|Conference Call Intel - Cpi Aerostructures (NYSE Amex:CVU)|
Tuesday, February 16, 2010, 3:10 PM ET -
by Maj Soueidan, President GeoInvesting
Listening to conference calls is one of the many strategies I apply for gathering Intel on future prospects of companies. Even though these calls are considered public information, investors just don’t have the time to look beyond a press release, giving us a chance to take advantage of information inefficiencies. I particularly salivate at opportunities to listen to calls between earning releases, such as investor presentations, when investors often become increasingly lazy. I look forward to selling them my shares at higher prices when the company repeats bullish information in its earnings press release.
As I just issued an update on Cpi Aerostructures (NYSE AMEX:CVU) on January 26, 2010, I was eager to listen to an investor presentation replay that took place on February 11, 2010. I hoped to attain a better grasp on my assumption that CVU would report a stellar 2009 fourth quarter as well as glean insight into the growth outlook heading into 2010.
I have been on hundreds of conference calls and I can say that this is one of the most bullish I have experienced. So much so, I added to my position. CEO, Ed Fred, was articulate and inferred several times that his aggressive EPS guidance for 2009 of $0.63 to $0.69 and long term growth expectations, supported by its new business model that focuses more on subcontracted work than primary government contracts, are still in tact. I found this particularly interesting since this is similar strategy Electronic Control Securities (OTC BB:EKCS), a stock I just profiled on the street, has embarked upon.

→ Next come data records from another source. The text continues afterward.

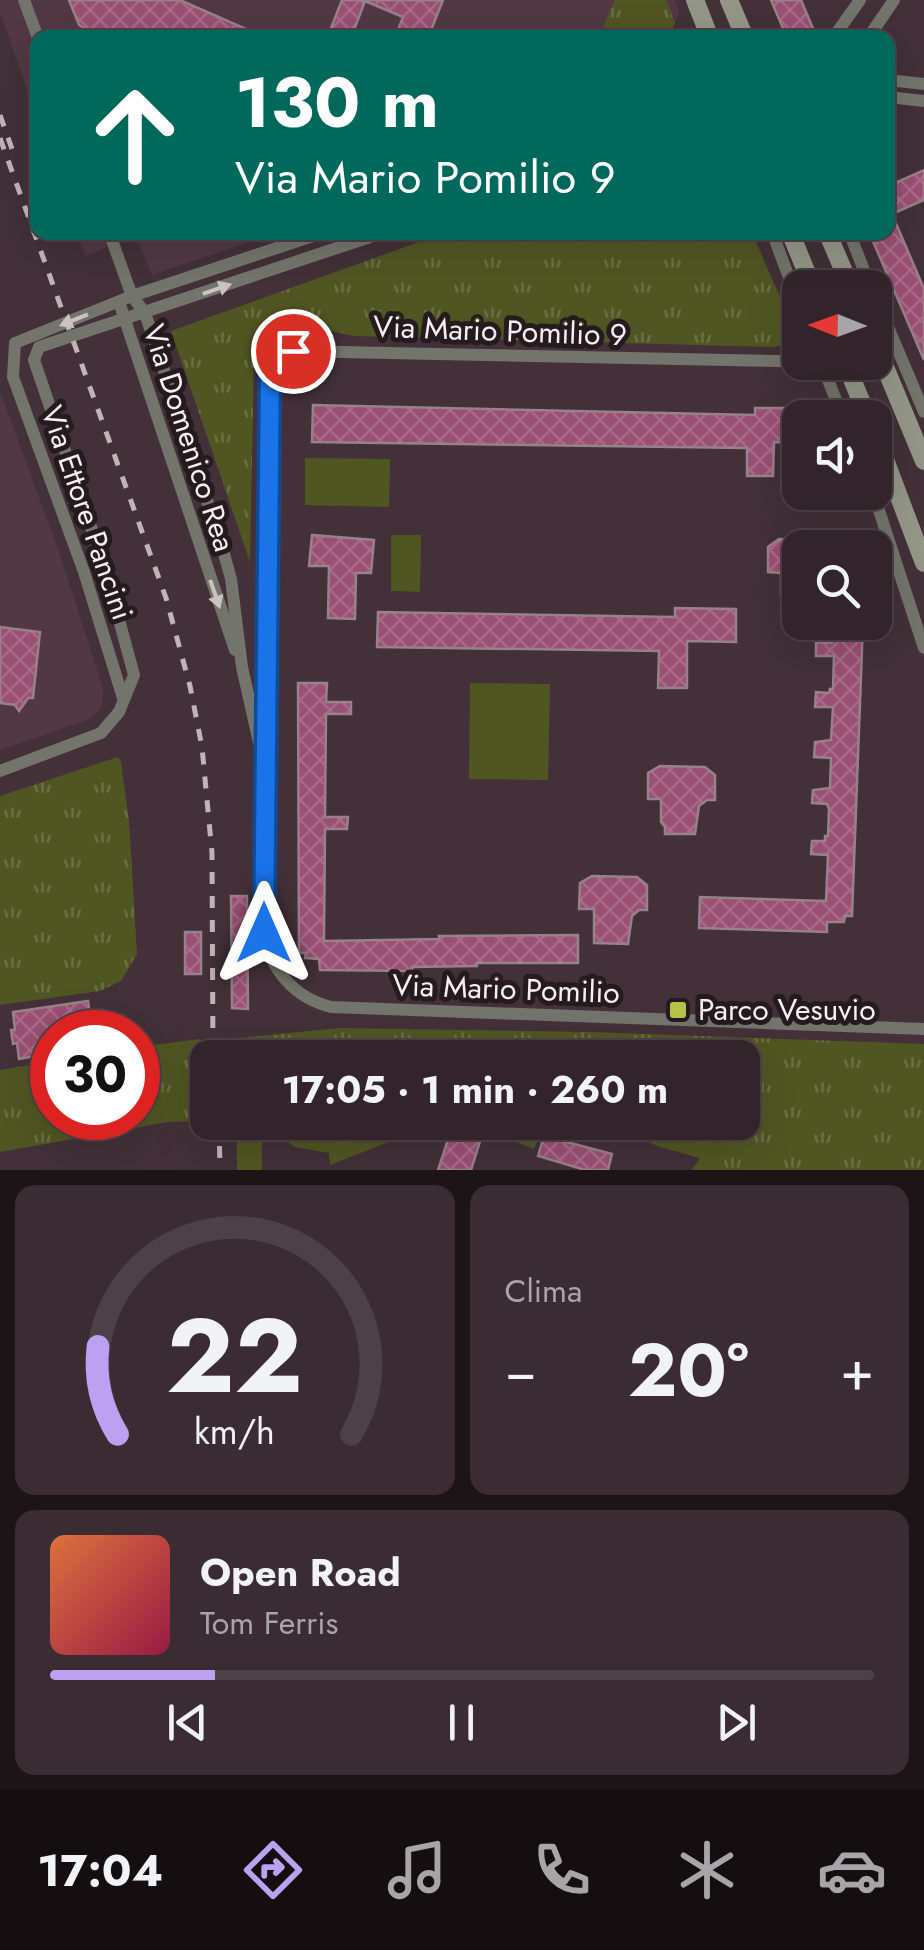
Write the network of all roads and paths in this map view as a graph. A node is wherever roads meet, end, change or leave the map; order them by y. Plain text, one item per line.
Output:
1 (24, 0) edge
2 (695, 0) edge
3 (729, 0) edge
4 (860, 0) edge
5 (894, 0) edge
6 (35, 30) edge
7 (704, 30) edge
8 (742, 30) edge
9 (839, 30) edge
10 (873, 30) edge
11 (895, 81) edge
12 (924, 84) edge
13 (895, 98) edge
14 (924, 101) edge
15 (111, 240) edge
16 (301, 240) edge
17 (362, 240) edge
18 (775, 240) edge
19 (793, 240) edge
20 (830, 240) edge
21 (852, 240) edge
22 (786, 270) edge
23 (806, 270) edge
24 (843, 270) edge
25 (865, 270) edge
26 (125, 299) junction
27 (145, 313) junction
28 (124, 320) junction
29 (892, 336) edge
30 (782, 362) edge
31 (890, 380) edge
32 (924, 412) edge
33 (924, 461) edge
34 (892, 478) edge
35 (880, 510) edge
36 (924, 563) edge
37 (267, 632) junction
38 (924, 648) edge
39 (242, 667) junction
40 (121, 705) junction
41 (0, 771) edge
42 (266, 794) junction
43 (924, 1029) edge

1 - 6 street
2 - 7 street
3 - 8 street
4 - 9 street
5 - 10 street
11 - 12 street
13 - 14 street
15 - 26 street, Via Domenico Rea
16 - 26 street
27 -> 17 street
18 - 22 street
19 - 23 street
20 - 24 street
21 - 25 street
26 - 27 street, Via Domenico Rea
26 - 28 street, Via Domenico Rea
26 -> 40 street, Via Ettore Pancini
27 - 28 street
27 - 39 street, Via Domenico Rea
28 -> 39 street, Via Domenico Rea
28 - 40 street, Via Ettore Pancini
29 - 32 street
30 - 37 street, Via Mario Pomilio 9
31 - 33 street
34 - 36 street
35 - 38 street
37 - 39 street
37 - 42 street, Via Mario Pomilio
39 - 42 street, Via Mario Pomilio
40 - 41 street
42 - 43 street, Via Mario Pomilio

Unfortunately, the company did not provide specific 2010 guidance. I found this odd since during the presentation the company expressed confidence that it may able to achieve net income of $8 million in 2011 on $75 million in revenues. As in my initial article, I am left to ponder what 2010 might look like. The problem lies with the three year compounded annual growth rate (CAGR) assumption CVU issued at the end of 2008 of 50% to 60% for net income and 30% to 35% for revenues. Without getting too technical, the CAGR formula basically only takes into account your beginning and end year periods. So, over a three year period, as long as you hit the the year three number implied by the formula, it doesn’t matter what happens in year two. Regardless, loaded with the ammo of 2011 expectations and a confirmation of its long-term growth forecast, I came up with a best efforts 2010 EPS target of $0.96. Analyst estimates are calling for 2010 EPS to reach $1.01. I urge investors to make their own assumptions and listen to the conference call replay.
CVU plans to comment on 2010 guidance in its year end press release.
Additional key points from the presentation:
Has long term visibility due to contract pipeline and its emphasis as a subcontractor to defense companies such as Lockheed Martin (NYSE:LMT) , Northrop Grum Hol (NYSE:NOC) and Sikorsky Aircraft
Guidance does not include nearly 400 million of unawarded contract bids
Guidance does not account for the government having to devote funds to the repair of planes that return home from IRAQ.
Guidance does not include upside from contracts CVU is currently involved in.
Room for gross margin improvement from 25% to 30% - 35%.